In some of them, executives and leaders of these organizations have to truly excel – like in change management or redesigning organizational processes. With other skills, like analyzing and exploiting data, they have to internalize enough to be able to set the strategic direction and review outcomes and related costs. In numerous other digital technologies – like artificial intelligence, machine learning, virtual reality, blockchain or robotics, they have to be familiar enough to understand their value for the organization and either attract new talent or partner with external expert organizations.

In any case it requires reaching out beyond ‘known knowns’, understanding the delta to ‘known unknowns’ and leaving enough margin for ‘unknown unknowns’. What is required is not only new knowledge from new domains but often new methods of learning for individuals and their organizations. This is the domain of competence coaching in which I help my clients with the identification of the areas to learn, build sustained motivation to stay on these subjects, design methods to acquire feedback and validate their progress.

Services, platforms and ecosystems

Digital transformation requires advancing a number of specific competencies like R&D, manufacturing, marketing, sales and finance. However, at its core are more fundamental mindset changes related to business models, value stacks, ecosystems, solution architectures, competition and many other aspects.

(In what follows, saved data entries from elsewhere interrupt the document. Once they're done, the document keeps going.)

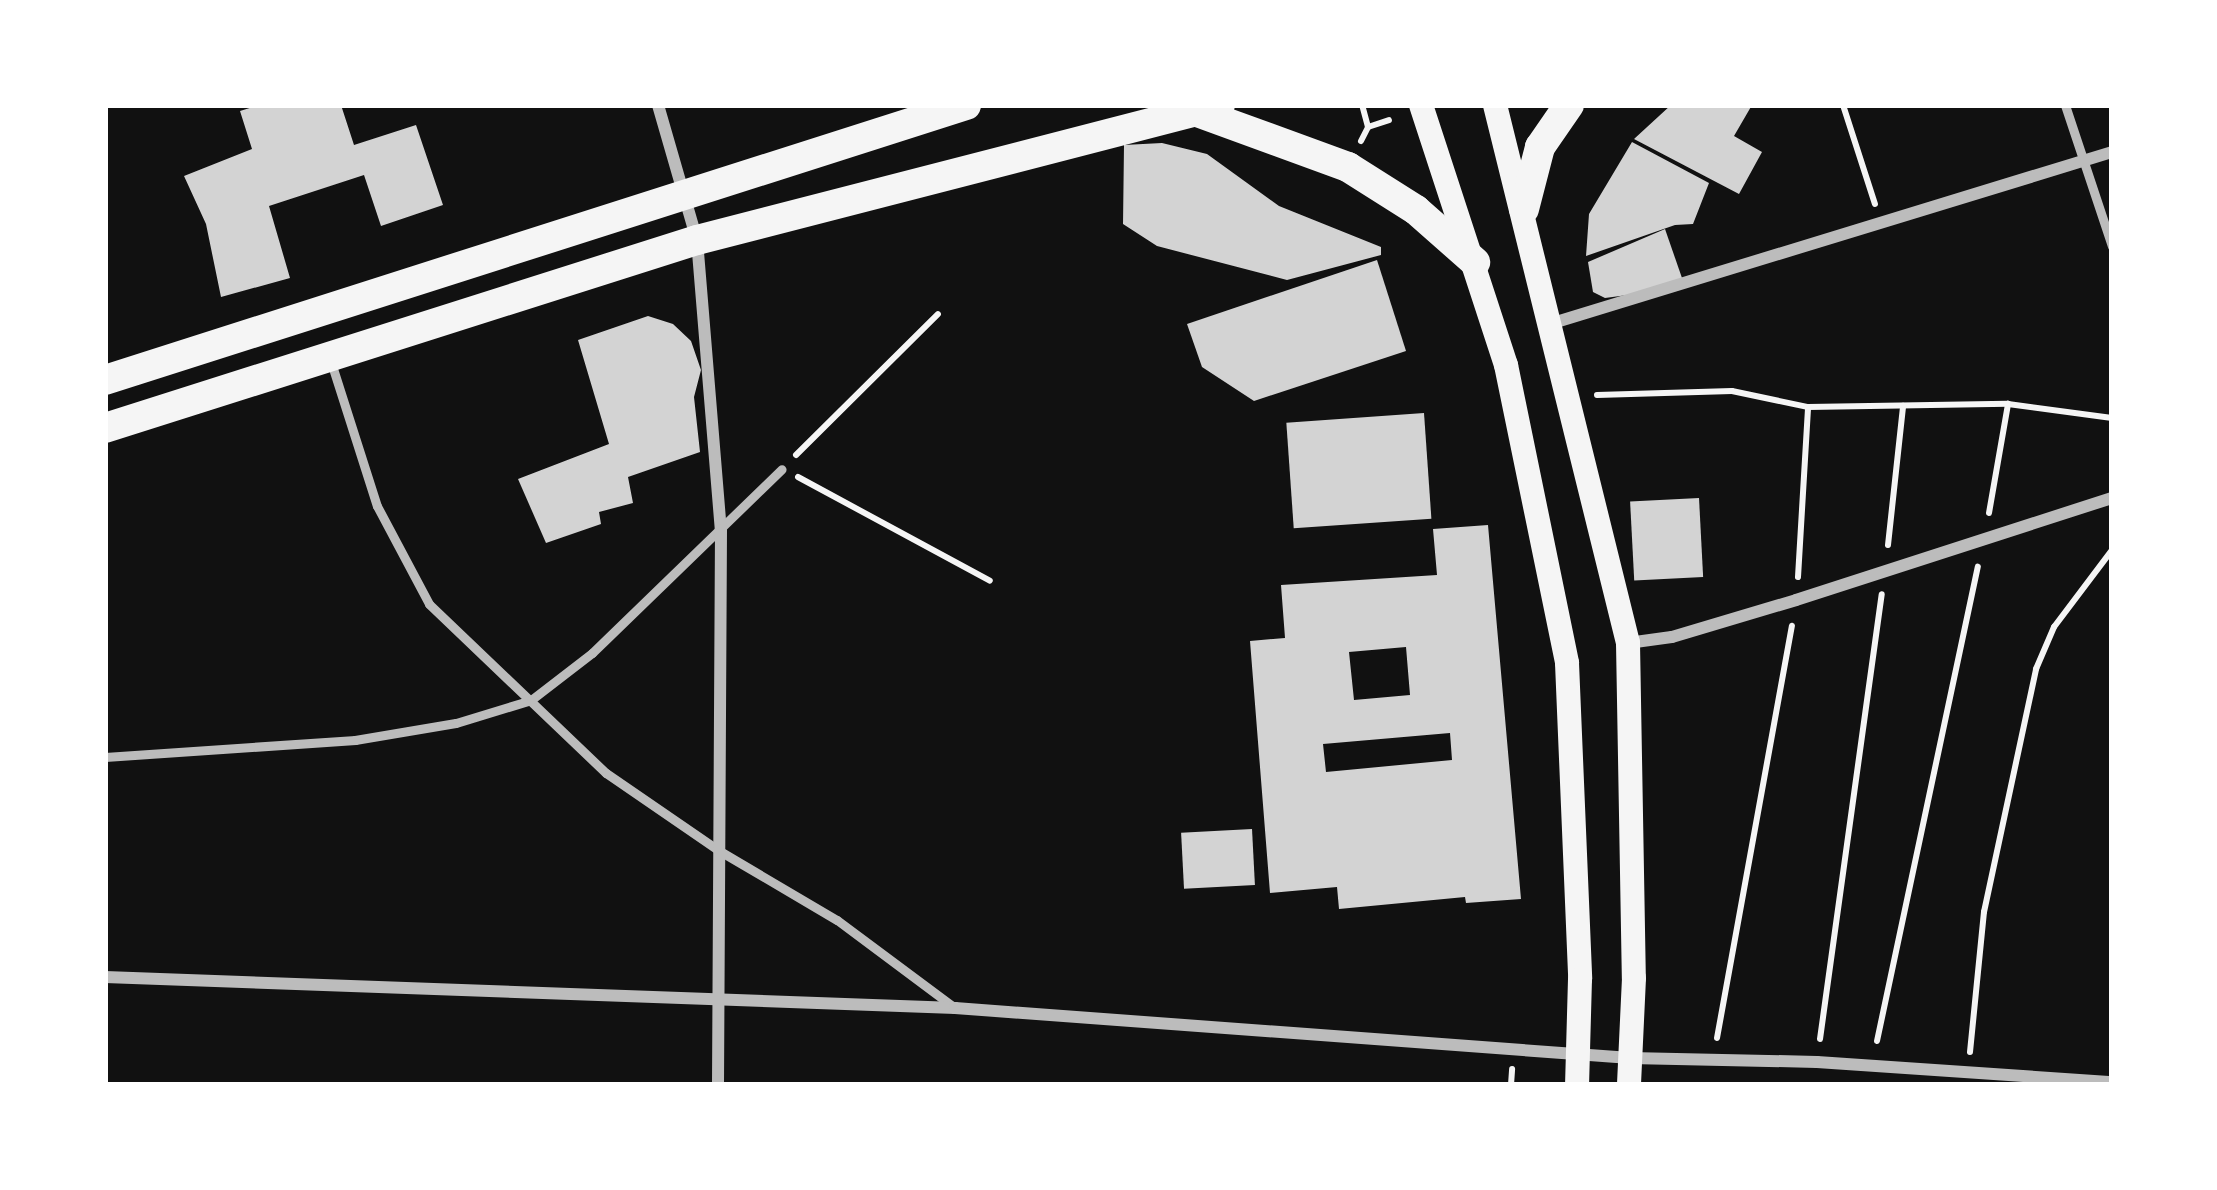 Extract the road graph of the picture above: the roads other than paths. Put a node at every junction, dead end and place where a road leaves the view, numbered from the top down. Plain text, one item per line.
1 (658, 105) edge
2 (966, 105) edge
3 (1421, 105) edge
4 (1496, 105) edge
5 (1568, 105) edge
6 (2066, 105) edge
7 (1208, 108) edge
8 (2112, 152) edge
9 (2084, 161) junction
10 (679, 192) junction
11 (1524, 209) junction
12 (697, 240) junction
13 (2112, 246) edge
14 (1475, 262) junction
15 (1552, 322) junction
16 (329, 354) junction
17 (105, 380) edge
18 (105, 428) edge
19 (782, 469) road end
20 (2112, 498) edge
21 (721, 530) junction
22 (1628, 643) junction
23 (531, 700) junction
24 (105, 758) edge
25 (718, 850) junction
26 (105, 977) edge
27 (718, 1003) junction
28 (955, 1008) junction
29 (1577, 1052) junction
30 (1630, 1058) junction
31 (2112, 1082) edge
32 (718, 1085) edge
33 (1576, 1085) edge
34 (1629, 1085) edge

1 - 10 street
2 - 10 main road
3 - 14 main road
4 - 11 main road
5 - 11 main road
6 - 9 lane
7 - 12 main road
7 - 14 main road
8 - 9 street
9 - 13 lane
9 - 15 street
10 - 12 street
10 - 17 main road
11 - 15 main road
12 - 16 main road
12 - 21 street
14 - 29 main road
15 - 22 main road
16 - 18 main road
16 - 23 lane
19 - 21 lane
20 - 22 street
21 - 23 lane
21 - 25 street
22 - 30 main road
23 - 24 lane
23 - 25 lane
25 - 27 street
25 - 28 lane
26 - 27 street
27 - 28 street
27 - 32 street
28 - 29 street
29 - 30 street
29 - 33 main road
30 - 31 street
30 - 34 main road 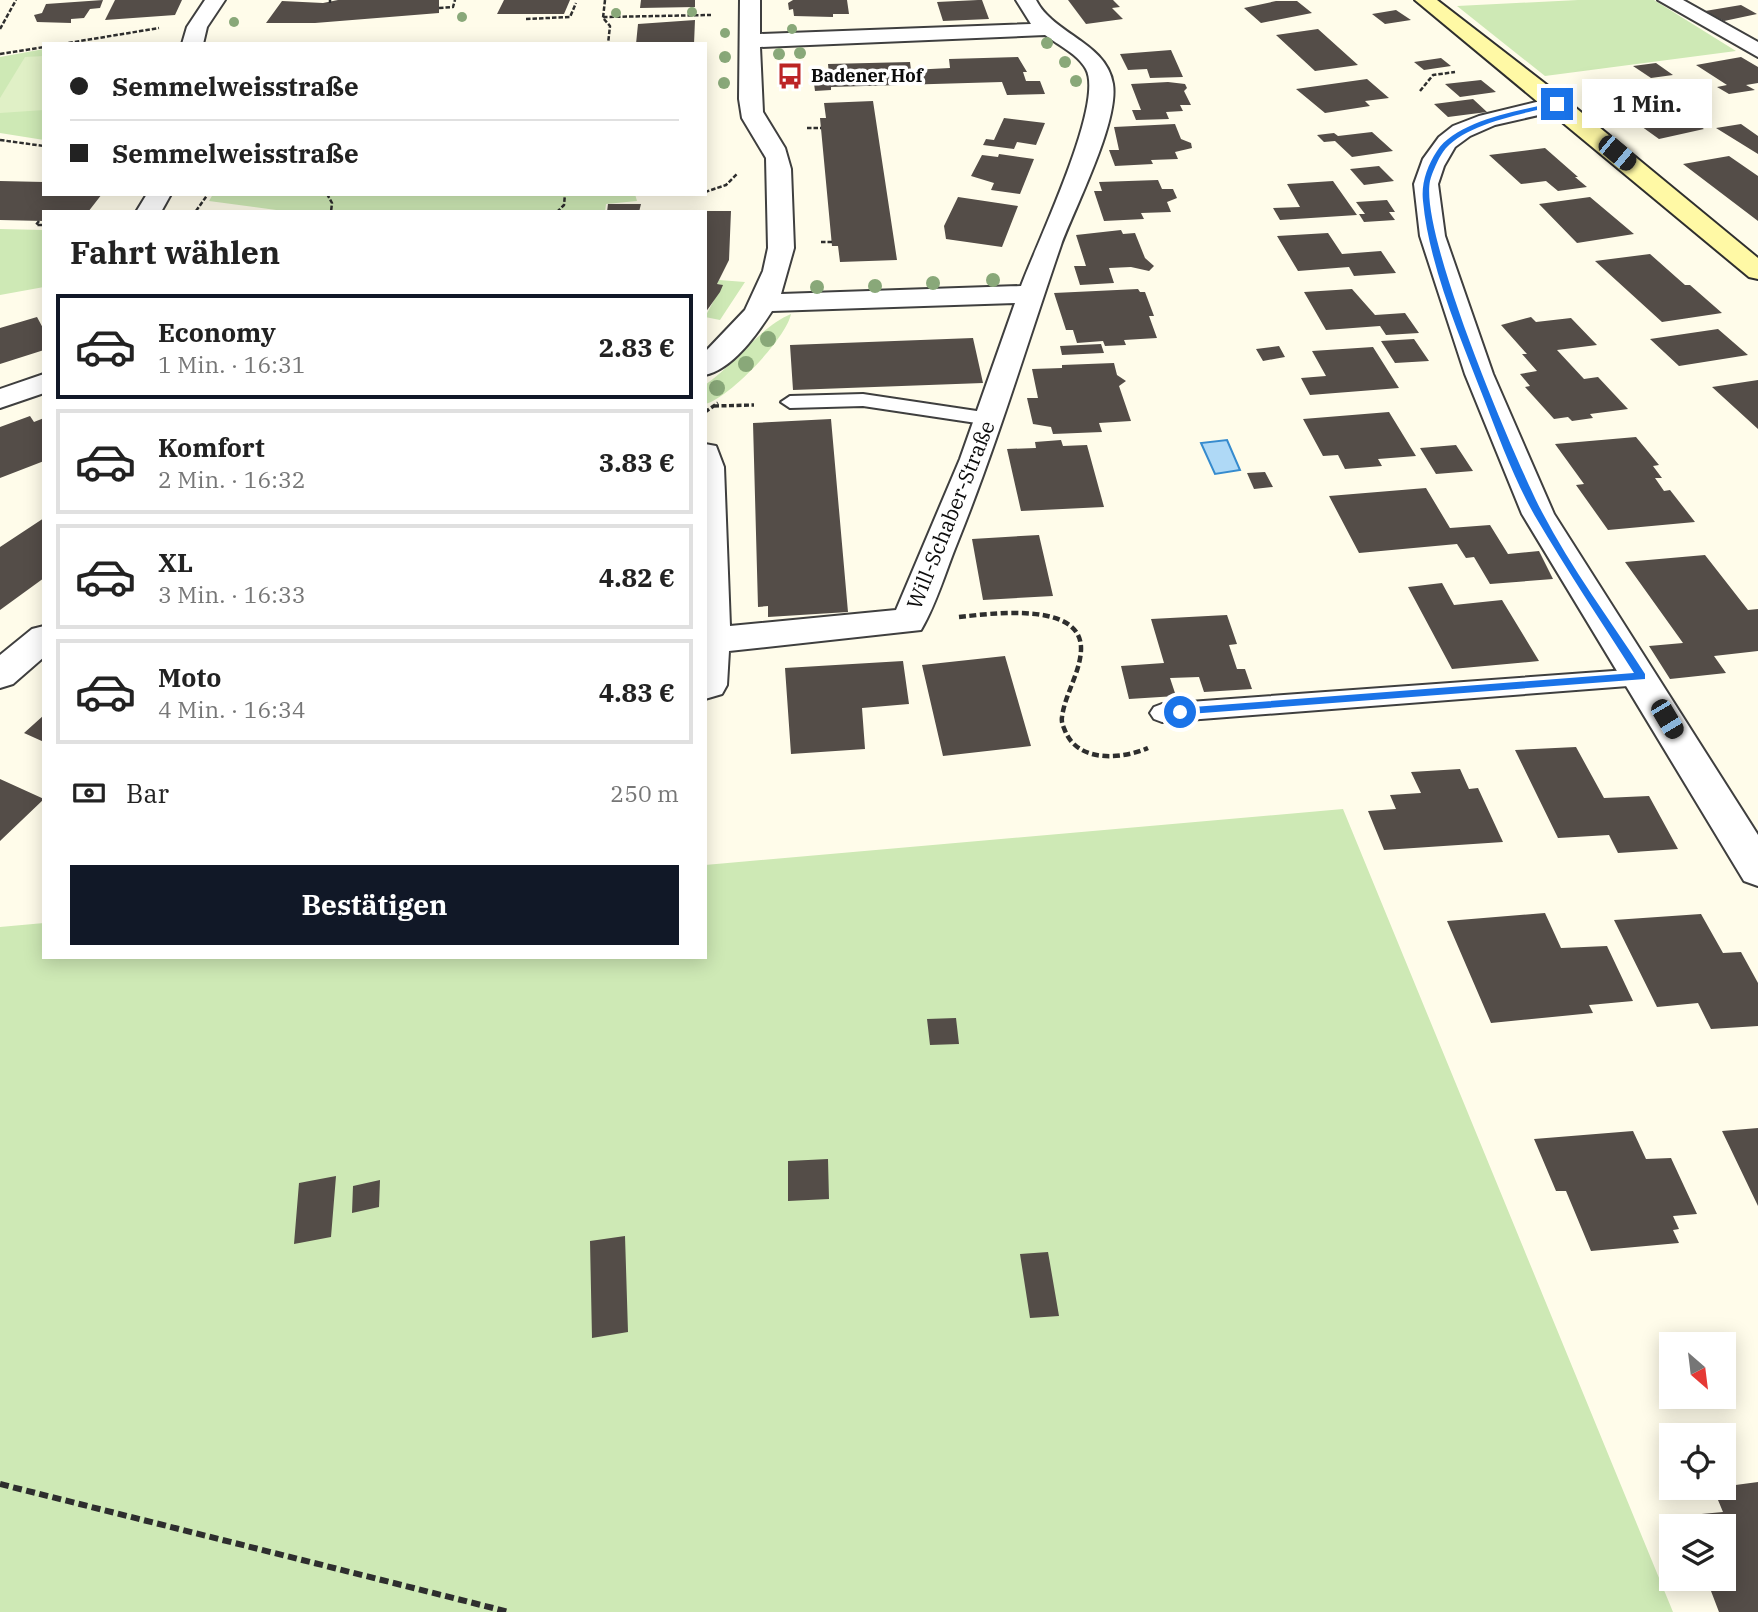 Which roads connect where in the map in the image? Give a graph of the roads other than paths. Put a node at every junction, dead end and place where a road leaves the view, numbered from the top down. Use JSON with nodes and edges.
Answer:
{"nodes":[{"id":1,"x":215,"y":0,"type":"edge"},
{"id":2,"x":750,"y":0,"type":"edge"},
{"id":3,"x":1026,"y":0,"type":"edge"},
{"id":4,"x":1425,"y":0,"type":"edge"},
{"id":5,"x":1668,"y":0,"type":"edge"},
{"id":6,"x":1050,"y":29,"type":"junction"},
{"id":7,"x":750,"y":41,"type":"junction"},
{"id":8,"x":193,"y":42,"type":"edge"},
{"id":9,"x":1758,"y":51,"type":"edge"},
{"id":10,"x":1557,"y":104,"type":"junction"},
{"id":11,"x":1758,"y":271,"type":"edge"},
{"id":12,"x":1031,"y":294,"type":"junction"},
{"id":13,"x":764,"y":303,"type":"junction"},
{"id":14,"x":707,"y":365,"type":"edge"},
{"id":15,"x":42,"y":384,"type":"edge"},
{"id":16,"x":0,"y":399,"type":"edge"},
{"id":17,"x":790,"y":402,"type":"dead end"},
{"id":18,"x":990,"y":419,"type":"junction"},
{"id":19,"x":707,"y":460,"type":"edge"},
{"id":20,"x":42,"y":640,"type":"edge"},
{"id":21,"x":712,"y":640,"type":"junction"},
{"id":22,"x":0,"y":675,"type":"edge"},
{"id":23,"x":1641,"y":677,"type":"junction"},
{"id":24,"x":707,"y":686,"type":"edge"},
{"id":25,"x":1162,"y":713,"type":"dead end"},
{"id":26,"x":1758,"y":869,"type":"edge"}],
"edges":[{"from":1,"to":8,"type":"street"},
{"from":2,"to":7,"type":"street"},
{"from":3,"to":6,"type":"street","name":"Will-Schaber-Straße"},
{"from":4,"to":10,"type":"street"},
{"from":5,"to":9,"type":"street"},
{"from":6,"to":7,"type":"street"},
{"from":6,"to":12,"type":"street","name":"Will-Schaber-Straße"},
{"from":7,"to":13,"type":"street"},
{"from":10,"to":11,"type":"street"},
{"from":10,"to":23,"type":"street"},
{"from":12,"to":13,"type":"street"},
{"from":12,"to":18,"type":"street","name":"Will-Schaber-Straße"},
{"from":13,"to":14,"type":"street"},
{"from":15,"to":16,"type":"street"},
{"from":17,"to":18,"type":"lane"},
{"from":18,"to":21,"type":"street","name":"Will-Schaber-Straße"},
{"from":19,"to":21,"type":"street"},
{"from":20,"to":22,"type":"street"},
{"from":21,"to":24,"type":"street"},
{"from":23,"to":25,"type":"lane"},
{"from":23,"to":26,"type":"street"}]}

An example of such a mindset shift is the realization that the value that was previously created mostly inside the company, after digital transformation, can predominantly come from outside of the company – from users and partners. Another fundamental shift that is particularly difficult for life sciences companies is treating digital services as an equally vital component of their offering as established physical products. In this context, product-related processes like manufacturing and sales must be supplemented by platform and ecosystem building as well as ongoing user engagement. The ability to disintegrate vertical supply chains that are traditionally considered a threat can actually create numerous new opportunities where the aforementioned services can be offered and continuously improved on using an agile approach.

Coaching is built to support such mindset changes. Sessions are designed to take the client to the most resourceful state and then use this state to broaden perspectives and generate innovative insights. With my clients, we explore logical levels, perspectives, time shifts and idea inverting. We use different sensory perceptions, visualizations and more complex exercises and frameworks that leverage mental resources, personal strengths and past experiences. My clients report not only pragmatic insights but also lasting mental superiority and great intellectual satisfaction.